Cuando ella apareció, sus ojos oscuros recorrieron brevemente su rostro pálido. Se levantó, se acercó a ella y le presionó el vaso caliente en las manos.
«Tómelo», dijo.
Isidora envolvió los dedos alrededor del vaso y dejó que el calor se filtrara. Tomó un pequeño sorbo y fue a sentarse en el borde de la cama. Al doblar las piernas, un calambre violento le atravesó el abdomen inferior. Un jadeo agudo e involuntario escapó de ella, y se dobló hacia adelante antes de poder detenerse.

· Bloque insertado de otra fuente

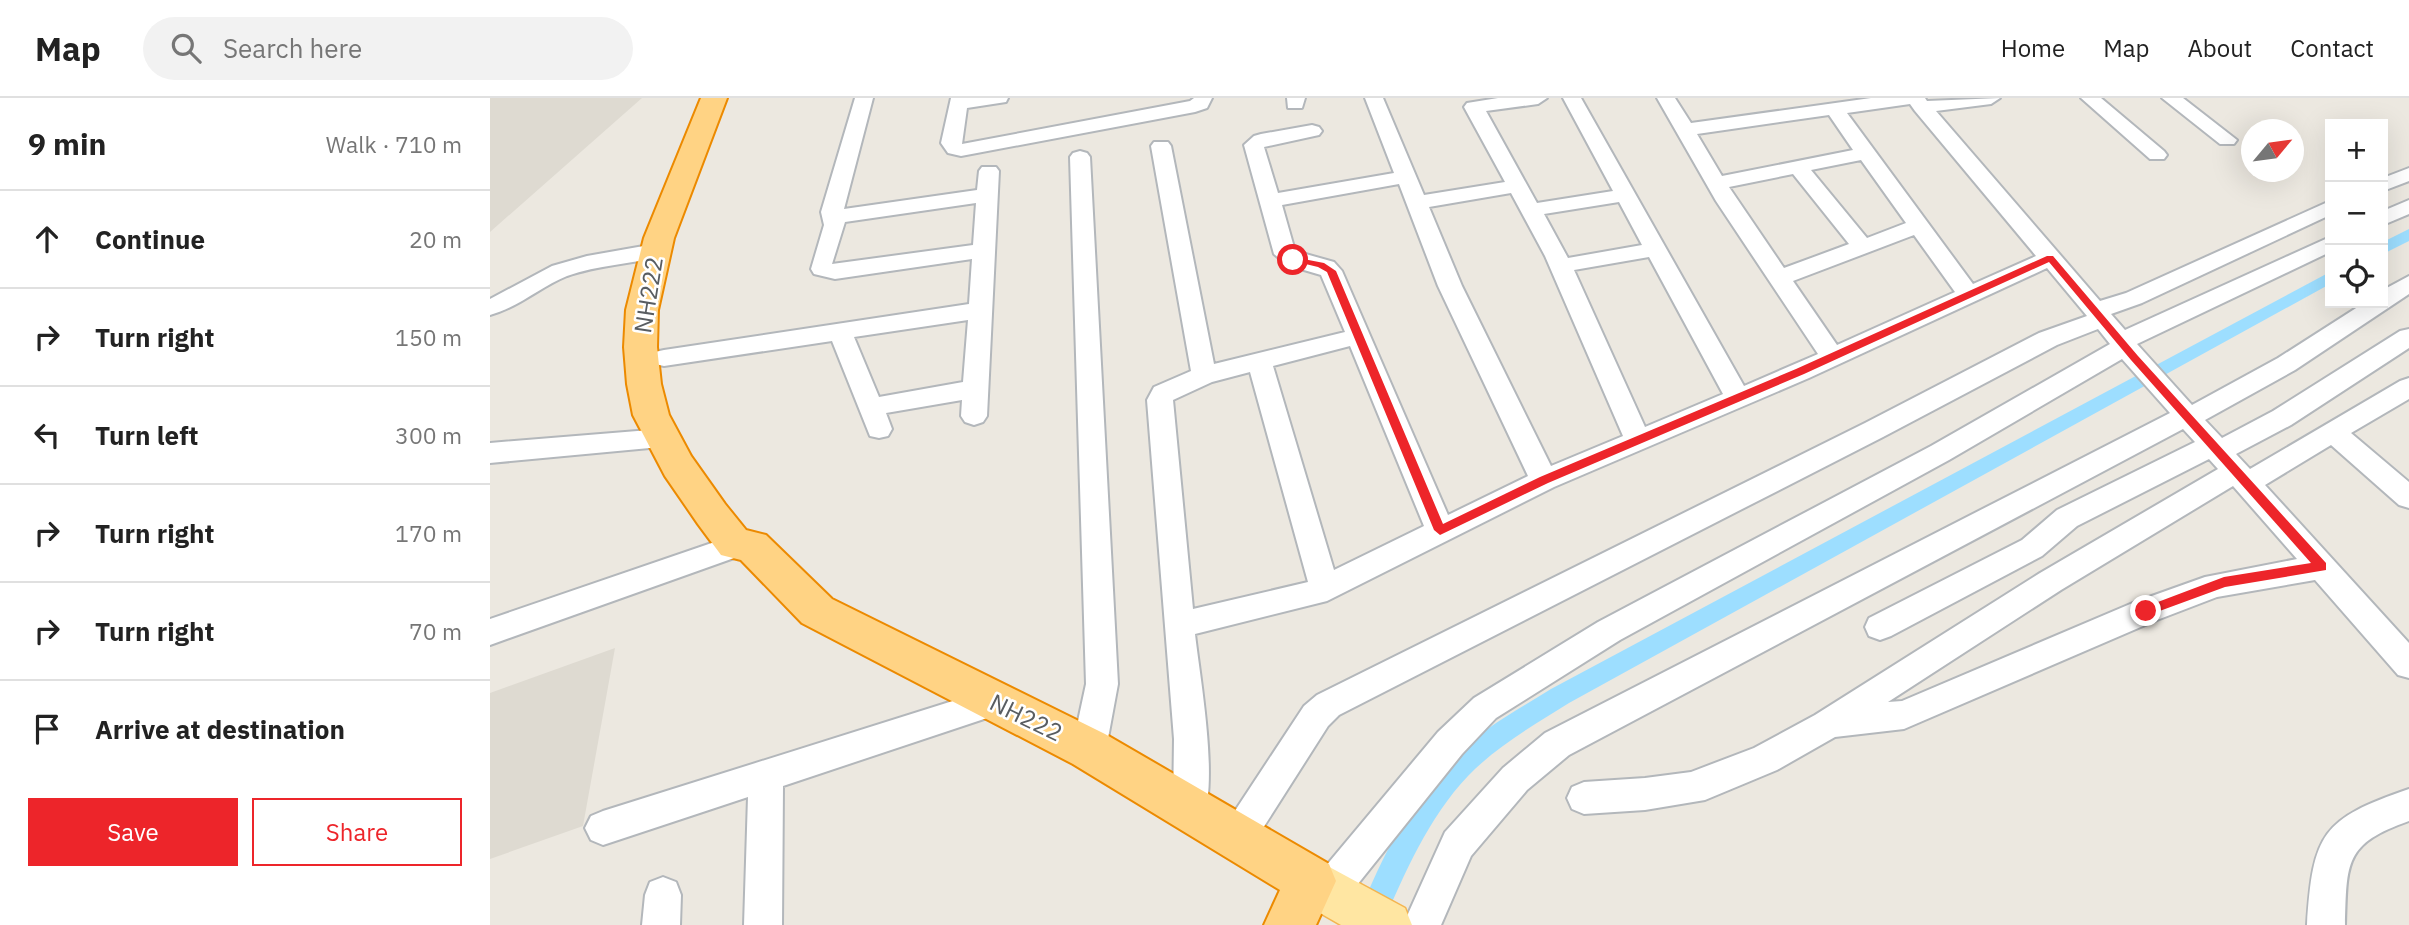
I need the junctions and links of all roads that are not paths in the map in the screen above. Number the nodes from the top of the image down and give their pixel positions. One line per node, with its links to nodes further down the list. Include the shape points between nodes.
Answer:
1 (714, 98): 44 (highway, NH222)
2 (726, 98): 60 (highway, NH222, via 674,247 663,314)
3 (864, 98): 38 (street)
4 (999, 98): 13 (street)
5 (1203, 98): 13 (street, via 1195,106 961,150 951,143)
6 (1374, 98): 26 (street)
7 (1538, 98): 29 (street, via 1474,107)
8 (1572, 98): 31 (street)
9 (1666, 98): 16 (street)
10 (1991, 98): 14 (street)
11 (2090, 98): 21 (street)
12 (2171, 98): 18 (street)
13 (959, 101)
14 (1916, 101): 15 (street); 45 (street)
15 (1835, 109): 16 (street); 20 (street)
16 (1683, 130): 27 (street)
17 (1312, 131): 32 (street, via 1254,145)
18 (2227, 140)
19 (1161, 146): 62 (street)
20 (1867, 153): 23 (street); 39 (street)
21 (2157, 155)
22 (1080, 157): 85 (street, via 1102,684)
23 (1798, 167): 27 (street); 41 (street)
24 (989, 171): 30 (street)
25 (2409, 174): 28 (street)
26 (1406, 177): 32 (street); 33 (street)
27 (1716, 183): 47 (street)
28 (2388, 183)
29 (1517, 186): 33 (street); 36 (street)
30 (988, 195): 38 (street); 43 (street)
31 (1625, 195): 36 (street); 42 (street)
32 (1269, 201): 56 (street, via 1285,254 1331,271)
33 (1417, 203): 73 (street, via 1450,286)
34 (2409, 206): 37 (street)
35 (2325, 209): 54 (street)
36 (1531, 210): 46 (street)
37 (2388, 216)
38 (832, 217): 43 (street, via 834,229 821,265 825,272)
39 (1920, 226): 41 (street); 49 (street)
40 (2328, 245): 58 (street)
41 (1863, 247): 47 (street)
42 (1656, 249): 46 (street); 65 (street)
43 (986, 250): 53 (street)
44 (655, 251): 51 (street, via 557,272); 69 (highway, NH222, via 642,320 640,363 649,412)
45 (2050, 258): 49 (street); 54 (street)
46 (1560, 266): 70 (street)
47 (1777, 279): 59 (street)
48 (2409, 283): 50 (street)
49 (1969, 295): 59 (street)
50 (2388, 297)
51 (490, 307)
52 (2372, 308): 66 (street, via 2256,384)
53 (982, 310): 55 (street); 63 (street)
54 (2098, 315): 58 (street); 91 (street, via 1328,705 1316,716)
55 (840, 331): 60 (street); 63 (street, via 874,418)
56 (1359, 337): 61 (street); 75 (street)
57 (2409, 337): 72 (street, via 2293,411)
58 (2127, 349): 66 (street); 92 (street, via 1609,631 1485,708 1450,743)
59 (1832, 357): 65 (street)
60 (664, 358): 76 (highway, NH222, via 678,421 706,470 751,527)
61 (1259, 362): 62 (street); 78 (street)
62 (1204, 375): 79 (street, via 1170,388 1160,400)
63 (976, 388): 67 (street)
64 (2407, 391): 68 (street)
65 (1738, 398): 70 (street)
66 (2182, 409): 72 (street); 96 (street, via 1557,744 1515,779 1458,844)
67 (974, 416)
68 (2334, 433): 72 (street); 74 (street)
69 (662, 439): 71 (street); 76 (highway, NH222, via 709,511)
70 (1638, 440): 73 (street)
71 (490, 453)
72 (2229, 462): 77 (street); 80 (street, via 2067,518 2032,548); 84 (street)
73 (1544, 480): 75 (street)
74 (2409, 498)
75 (1440, 530): 78 (street)
76 (745, 546): 81 (street); 83 (highway, NH222, via 817,611)
77 (2321, 567): 82 (street); 84 (street, via 2215,585 1904,715)
78 (1324, 587): 79 (street)
79 (1179, 625): 89 (street, via 1191,738)
80 (1880, 627)
81 (490, 632)
82 (2409, 665)
83 (994, 702): 85 (highway, NH222); 86 (street)
84 (1828, 723): 87 (street, via 1733,774 1704,784)
85 (1089, 749): 89 (highway, NH222)
86 (766, 775): 90 (street); 93 (street)
87 (1584, 798)
88 (2409, 805): 97 (street, via 2376,815 2339,842 2328,876)
89 (1190, 809): 91 (highway, NH222)
90 (603, 828)
91 (1237, 838): 92 (highway, NH222)
92 (1328, 892): 94 (highway); 95 (main road)
93 (763, 925)
94 (1290, 925)
95 (1388, 925)
96 (1422, 925)
97 (2326, 925)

El ceño de Cedrick se profundizó.
Sin decir una palabra, caminó a su lado y se hincó en la alfombra directamente frente a ella. Isidora instintivamente intentó retroceder. Su mano se cerró sobre su rodilla, firme e inmóvil.
«Deje de moverse», murmuró.
Extendió la mano hacia adelante, y su palma grande —que irradiaba un calor casi sorprendente— se presionó plana contra su abdomen inferior sobre la seda de las pijamas. Isidora se puso completamente rígida. Lo miró fijamente a la coronilla, incapaz de procesar lo que veía. El hombre más poderoso de Manhattan estaba hincado en el suelo con la mano presionada contra su estómago, con el pulgar moviéndose en círculos lentos y deliberados sobre el músculo en calambre.
El calor se irradió a través de la tela y penetró profundo en su piel, cortando los espasmos con un alivio lento y constante.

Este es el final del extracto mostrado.